For many individuals, the choice comes down to whether the upfront tax benefit of a traditional 401(k) is likely to outweigh the potential benefit of tax-free withdrawals later from a Roth 401(k). This decision often depends on current income, expected future tax rates, and long-term retirement goals.
In many cases, this does not have to be an all-or-nothing decision. Some employers allow contributions to be split between a traditional 401(k) and a Roth 401(k), subject to overall contribution limits.
Key Considerations for Roth 401(k) Plans
One important consideration is that Roth 401(k) plans are not subject to income restrictions, unlike Roth IRAs. This may provide an opportunity for higher-income earners who are limited or unable to contribute directly to a Roth IRA.
Roth 401(k) plans are subject to the same annual contribution limits as traditional 401(k) plans. For 2026, the elective deferral limit is $24,500, with higher limits available for individuals over age 50 and for those between ages 60 and 63. These limits apply in total across traditional and Roth 401(k) contributions combined.
Another factor to consider is employer matching contributions. Employer matches are made with pretax dollars and are placed into a separate account within the plan. These matching funds are generally taxed as ordinary income when withdrawn.

Required Minimum Distributions
In most cases, Roth 401(k) plans are subject to required minimum distributions, which generally begin at age 73. This differs from Roth IRAs, which do not require distributions during the original owner’s lifetime.
Understanding how required distributions work is an important part of evaluating whether a Roth 401(k) aligns with your long-term retirement strategy.
Frequently Asked Questions
What is the main benefit of a Roth 401(k)?
The primary benefit of a Roth 401(k) is the potential for tax-free withdrawals in retirement, provided certain conditions are met. Contributions are made after taxes, allowing qualified distributions of earnings to be free from income taxes.
Who should consider a Roth 401(k)?
A Roth 401(k) may be worth considering for individuals who expect to be in a higher tax bracket in retirement or who value tax diversification in their retirement savings.
Are there income limits for Roth 401(k) contributions?
Unlike Roth IRAs, Roth 401(k) plans do not have income limits for participation.

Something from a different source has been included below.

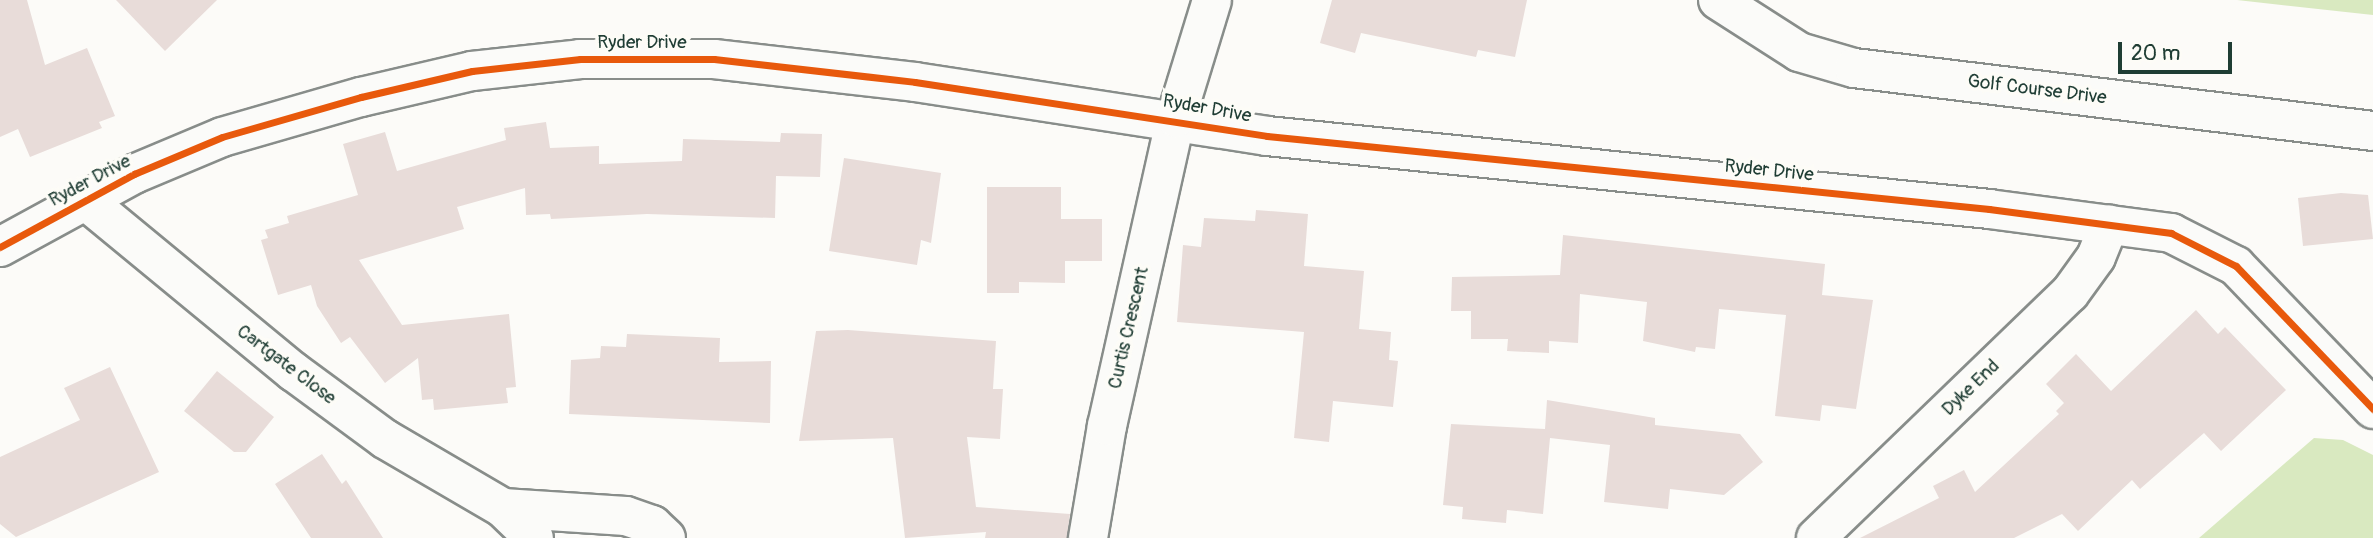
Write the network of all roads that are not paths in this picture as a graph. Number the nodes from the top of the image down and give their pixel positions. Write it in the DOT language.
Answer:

This can make them appealing to higher-income earners.
Can I contribute to both a Roth 401(k) and a traditional 401(k)?
In many employer-sponsored plans, employees may split contributions between a Roth 401(k) and a traditional 401(k). However, total contributions across both accounts cannot exceed the annual deferral limit.
Are employer contributions Roth or pretax?
Employer matching contributions are made with pretax dollars and are placed in a separate account. These funds are generally taxed as ordinary income when withdrawn.
Do Roth 401(k)s have required minimum distributions?
In most cases, Roth 401(k)s are subject to required minimum distributions beginning at age 73. Rules may vary, so it is important to review your plan details.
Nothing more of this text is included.